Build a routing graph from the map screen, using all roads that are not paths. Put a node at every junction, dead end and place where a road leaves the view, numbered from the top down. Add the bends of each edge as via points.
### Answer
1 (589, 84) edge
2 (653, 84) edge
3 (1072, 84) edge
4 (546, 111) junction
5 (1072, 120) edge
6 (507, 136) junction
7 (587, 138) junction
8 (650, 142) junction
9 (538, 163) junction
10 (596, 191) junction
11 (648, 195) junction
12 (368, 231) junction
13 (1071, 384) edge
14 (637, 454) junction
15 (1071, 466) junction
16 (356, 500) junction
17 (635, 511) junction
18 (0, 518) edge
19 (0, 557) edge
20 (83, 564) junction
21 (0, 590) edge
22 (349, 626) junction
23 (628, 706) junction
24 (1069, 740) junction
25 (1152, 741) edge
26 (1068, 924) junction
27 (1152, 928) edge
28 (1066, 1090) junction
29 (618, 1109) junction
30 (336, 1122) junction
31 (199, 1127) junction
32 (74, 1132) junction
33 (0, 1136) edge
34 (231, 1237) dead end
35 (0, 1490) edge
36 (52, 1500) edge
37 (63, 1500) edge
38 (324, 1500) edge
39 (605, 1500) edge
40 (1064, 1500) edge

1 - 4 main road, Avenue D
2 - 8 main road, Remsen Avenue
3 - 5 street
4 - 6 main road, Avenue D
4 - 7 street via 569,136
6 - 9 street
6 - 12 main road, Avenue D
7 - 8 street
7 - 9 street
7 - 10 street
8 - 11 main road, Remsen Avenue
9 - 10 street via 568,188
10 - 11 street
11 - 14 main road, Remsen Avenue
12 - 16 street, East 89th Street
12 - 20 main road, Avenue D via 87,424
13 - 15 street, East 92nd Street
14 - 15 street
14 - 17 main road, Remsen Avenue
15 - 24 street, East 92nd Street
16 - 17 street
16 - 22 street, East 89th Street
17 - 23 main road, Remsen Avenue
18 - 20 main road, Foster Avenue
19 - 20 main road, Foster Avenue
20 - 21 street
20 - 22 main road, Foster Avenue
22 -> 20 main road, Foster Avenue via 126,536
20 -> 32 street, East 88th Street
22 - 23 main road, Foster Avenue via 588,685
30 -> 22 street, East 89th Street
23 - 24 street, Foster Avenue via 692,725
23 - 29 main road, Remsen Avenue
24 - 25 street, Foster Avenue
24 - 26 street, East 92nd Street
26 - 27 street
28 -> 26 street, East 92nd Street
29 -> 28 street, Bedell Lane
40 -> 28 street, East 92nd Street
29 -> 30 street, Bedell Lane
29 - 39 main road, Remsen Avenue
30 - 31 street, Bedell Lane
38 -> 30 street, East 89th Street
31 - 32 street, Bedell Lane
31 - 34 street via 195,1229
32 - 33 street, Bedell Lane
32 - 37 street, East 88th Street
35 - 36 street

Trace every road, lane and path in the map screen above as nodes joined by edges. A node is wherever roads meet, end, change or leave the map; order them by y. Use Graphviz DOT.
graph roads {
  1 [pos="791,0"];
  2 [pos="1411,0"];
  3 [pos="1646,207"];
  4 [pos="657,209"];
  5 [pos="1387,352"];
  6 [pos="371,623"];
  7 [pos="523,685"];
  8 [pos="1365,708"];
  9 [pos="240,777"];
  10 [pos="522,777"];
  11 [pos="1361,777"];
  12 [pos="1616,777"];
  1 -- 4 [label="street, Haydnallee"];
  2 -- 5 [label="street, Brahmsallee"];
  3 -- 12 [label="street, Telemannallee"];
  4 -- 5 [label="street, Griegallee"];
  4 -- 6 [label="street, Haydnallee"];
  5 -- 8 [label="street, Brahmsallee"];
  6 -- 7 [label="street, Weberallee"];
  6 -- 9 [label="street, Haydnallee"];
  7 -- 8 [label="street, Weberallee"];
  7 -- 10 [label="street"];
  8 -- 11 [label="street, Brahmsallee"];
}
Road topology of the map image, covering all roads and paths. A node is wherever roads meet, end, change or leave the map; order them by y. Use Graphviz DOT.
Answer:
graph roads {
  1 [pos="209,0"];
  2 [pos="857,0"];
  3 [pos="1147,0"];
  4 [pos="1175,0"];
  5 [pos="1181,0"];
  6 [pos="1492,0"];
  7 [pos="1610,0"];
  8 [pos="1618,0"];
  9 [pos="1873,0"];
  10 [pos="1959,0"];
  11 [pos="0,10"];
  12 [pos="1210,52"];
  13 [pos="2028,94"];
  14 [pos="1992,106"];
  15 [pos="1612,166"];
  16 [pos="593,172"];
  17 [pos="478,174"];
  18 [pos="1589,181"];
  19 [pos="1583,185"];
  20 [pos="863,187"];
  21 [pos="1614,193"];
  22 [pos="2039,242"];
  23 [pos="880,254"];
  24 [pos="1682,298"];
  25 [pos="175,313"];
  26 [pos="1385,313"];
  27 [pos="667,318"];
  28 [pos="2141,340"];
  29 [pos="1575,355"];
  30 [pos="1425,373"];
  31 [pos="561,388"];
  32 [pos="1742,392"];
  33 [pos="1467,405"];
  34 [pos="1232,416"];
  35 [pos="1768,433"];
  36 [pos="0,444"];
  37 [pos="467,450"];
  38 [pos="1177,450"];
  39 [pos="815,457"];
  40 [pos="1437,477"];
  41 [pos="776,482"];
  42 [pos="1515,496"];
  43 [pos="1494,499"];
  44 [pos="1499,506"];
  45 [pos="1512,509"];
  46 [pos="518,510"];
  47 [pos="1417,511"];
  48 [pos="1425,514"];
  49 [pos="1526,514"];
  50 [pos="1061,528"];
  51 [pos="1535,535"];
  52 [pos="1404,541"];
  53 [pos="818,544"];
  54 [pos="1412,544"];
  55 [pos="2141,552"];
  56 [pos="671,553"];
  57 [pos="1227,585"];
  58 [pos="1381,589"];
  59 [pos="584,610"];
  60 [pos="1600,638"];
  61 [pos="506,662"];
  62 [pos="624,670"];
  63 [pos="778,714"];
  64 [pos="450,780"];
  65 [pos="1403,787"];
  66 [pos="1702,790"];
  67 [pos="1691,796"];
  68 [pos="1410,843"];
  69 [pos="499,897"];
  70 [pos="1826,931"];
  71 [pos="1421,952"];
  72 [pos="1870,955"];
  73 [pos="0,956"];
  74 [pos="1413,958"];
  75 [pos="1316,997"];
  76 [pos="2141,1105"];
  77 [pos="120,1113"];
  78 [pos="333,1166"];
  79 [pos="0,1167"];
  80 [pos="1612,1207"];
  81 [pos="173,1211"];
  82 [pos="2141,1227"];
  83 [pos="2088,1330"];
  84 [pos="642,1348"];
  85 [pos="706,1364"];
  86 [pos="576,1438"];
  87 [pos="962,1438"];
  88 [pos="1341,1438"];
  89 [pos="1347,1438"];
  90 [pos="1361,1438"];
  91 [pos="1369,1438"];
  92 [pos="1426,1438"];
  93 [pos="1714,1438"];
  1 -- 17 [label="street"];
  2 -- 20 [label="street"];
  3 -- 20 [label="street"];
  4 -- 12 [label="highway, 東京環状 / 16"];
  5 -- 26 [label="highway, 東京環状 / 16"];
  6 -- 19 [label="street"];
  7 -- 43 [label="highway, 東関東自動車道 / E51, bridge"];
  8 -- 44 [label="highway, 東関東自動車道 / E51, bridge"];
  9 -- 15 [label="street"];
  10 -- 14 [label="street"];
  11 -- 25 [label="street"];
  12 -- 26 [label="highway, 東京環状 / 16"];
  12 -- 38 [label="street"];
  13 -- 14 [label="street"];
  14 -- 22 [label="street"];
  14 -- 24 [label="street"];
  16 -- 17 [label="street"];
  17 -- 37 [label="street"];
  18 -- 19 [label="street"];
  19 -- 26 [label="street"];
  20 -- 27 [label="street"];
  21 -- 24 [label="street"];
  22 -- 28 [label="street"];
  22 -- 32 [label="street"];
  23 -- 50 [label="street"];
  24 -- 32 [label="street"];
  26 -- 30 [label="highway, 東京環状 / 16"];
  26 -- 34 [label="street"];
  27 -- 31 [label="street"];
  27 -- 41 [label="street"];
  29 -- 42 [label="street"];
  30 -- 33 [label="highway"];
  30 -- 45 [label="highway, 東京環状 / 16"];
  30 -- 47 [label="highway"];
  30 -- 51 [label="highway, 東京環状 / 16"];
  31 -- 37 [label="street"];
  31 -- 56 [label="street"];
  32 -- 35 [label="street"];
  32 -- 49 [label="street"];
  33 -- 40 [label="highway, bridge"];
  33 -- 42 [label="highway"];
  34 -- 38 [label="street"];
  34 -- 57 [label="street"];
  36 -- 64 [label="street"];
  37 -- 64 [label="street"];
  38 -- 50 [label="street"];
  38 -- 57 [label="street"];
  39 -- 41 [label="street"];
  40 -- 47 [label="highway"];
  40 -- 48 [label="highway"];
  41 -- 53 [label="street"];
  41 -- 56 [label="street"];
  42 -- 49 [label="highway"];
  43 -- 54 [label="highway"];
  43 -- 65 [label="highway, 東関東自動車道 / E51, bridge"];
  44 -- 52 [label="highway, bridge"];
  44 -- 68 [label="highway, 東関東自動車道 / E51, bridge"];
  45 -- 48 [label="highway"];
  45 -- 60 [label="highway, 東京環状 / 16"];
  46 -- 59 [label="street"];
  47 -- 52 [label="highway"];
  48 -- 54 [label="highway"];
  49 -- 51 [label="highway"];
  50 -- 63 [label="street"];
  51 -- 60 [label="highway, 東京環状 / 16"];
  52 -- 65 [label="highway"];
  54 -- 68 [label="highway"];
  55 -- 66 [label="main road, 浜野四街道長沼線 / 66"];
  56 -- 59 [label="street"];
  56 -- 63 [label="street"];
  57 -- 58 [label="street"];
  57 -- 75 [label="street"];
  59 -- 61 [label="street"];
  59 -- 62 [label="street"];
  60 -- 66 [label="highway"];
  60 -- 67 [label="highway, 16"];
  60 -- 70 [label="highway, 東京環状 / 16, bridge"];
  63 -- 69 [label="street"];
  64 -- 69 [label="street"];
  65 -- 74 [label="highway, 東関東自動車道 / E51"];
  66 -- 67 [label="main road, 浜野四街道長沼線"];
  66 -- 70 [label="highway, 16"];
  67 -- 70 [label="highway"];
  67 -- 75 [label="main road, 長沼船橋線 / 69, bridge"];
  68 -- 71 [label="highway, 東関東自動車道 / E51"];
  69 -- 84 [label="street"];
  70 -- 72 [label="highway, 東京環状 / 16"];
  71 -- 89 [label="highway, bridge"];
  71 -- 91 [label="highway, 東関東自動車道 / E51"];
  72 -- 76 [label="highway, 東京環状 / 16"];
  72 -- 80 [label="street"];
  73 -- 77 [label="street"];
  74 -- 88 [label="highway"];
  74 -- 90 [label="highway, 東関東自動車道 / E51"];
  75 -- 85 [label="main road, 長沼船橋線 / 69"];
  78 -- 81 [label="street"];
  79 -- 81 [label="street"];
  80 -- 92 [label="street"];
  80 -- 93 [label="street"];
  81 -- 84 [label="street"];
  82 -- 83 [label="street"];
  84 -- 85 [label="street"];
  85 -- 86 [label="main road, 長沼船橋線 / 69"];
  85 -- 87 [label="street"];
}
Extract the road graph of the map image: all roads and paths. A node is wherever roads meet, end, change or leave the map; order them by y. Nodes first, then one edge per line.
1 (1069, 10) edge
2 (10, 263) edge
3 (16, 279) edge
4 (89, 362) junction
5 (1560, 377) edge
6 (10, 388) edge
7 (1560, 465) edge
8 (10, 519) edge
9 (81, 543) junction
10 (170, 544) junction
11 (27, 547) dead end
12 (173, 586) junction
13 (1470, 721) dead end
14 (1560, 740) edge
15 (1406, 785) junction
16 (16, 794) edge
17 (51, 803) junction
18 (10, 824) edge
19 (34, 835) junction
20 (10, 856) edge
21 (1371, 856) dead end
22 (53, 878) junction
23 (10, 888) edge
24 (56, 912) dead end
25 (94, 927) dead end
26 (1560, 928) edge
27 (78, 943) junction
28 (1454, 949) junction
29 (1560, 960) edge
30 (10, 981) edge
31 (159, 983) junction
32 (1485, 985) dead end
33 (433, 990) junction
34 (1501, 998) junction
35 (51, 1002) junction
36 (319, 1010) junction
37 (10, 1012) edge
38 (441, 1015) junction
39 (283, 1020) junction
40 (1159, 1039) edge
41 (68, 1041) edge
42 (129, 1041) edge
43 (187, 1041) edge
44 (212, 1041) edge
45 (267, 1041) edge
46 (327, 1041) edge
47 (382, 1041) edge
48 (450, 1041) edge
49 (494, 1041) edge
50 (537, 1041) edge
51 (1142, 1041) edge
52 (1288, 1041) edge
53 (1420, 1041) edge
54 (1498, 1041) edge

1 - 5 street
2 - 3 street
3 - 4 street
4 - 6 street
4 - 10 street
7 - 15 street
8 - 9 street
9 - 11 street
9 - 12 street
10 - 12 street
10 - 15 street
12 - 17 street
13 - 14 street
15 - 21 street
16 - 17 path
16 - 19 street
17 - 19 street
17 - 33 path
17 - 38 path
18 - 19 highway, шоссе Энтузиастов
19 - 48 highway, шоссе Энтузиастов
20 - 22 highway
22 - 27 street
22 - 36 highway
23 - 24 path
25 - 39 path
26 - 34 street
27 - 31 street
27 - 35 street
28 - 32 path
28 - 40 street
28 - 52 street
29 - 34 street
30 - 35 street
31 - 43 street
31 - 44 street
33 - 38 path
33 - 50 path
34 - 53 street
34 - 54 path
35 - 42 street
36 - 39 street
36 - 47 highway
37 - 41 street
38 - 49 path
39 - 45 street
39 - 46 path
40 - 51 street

[HOW TO COMPLETE THIS TASK] Identify each line in the entries with the word "浜野四街道長沼線" and copy it.

[RESPONSE AREA]
  55 -- 66 [label="main road, 浜野四街道長沼線 / 66"];
  66 -- 67 [label="main road, 浜野四街道長沼線"];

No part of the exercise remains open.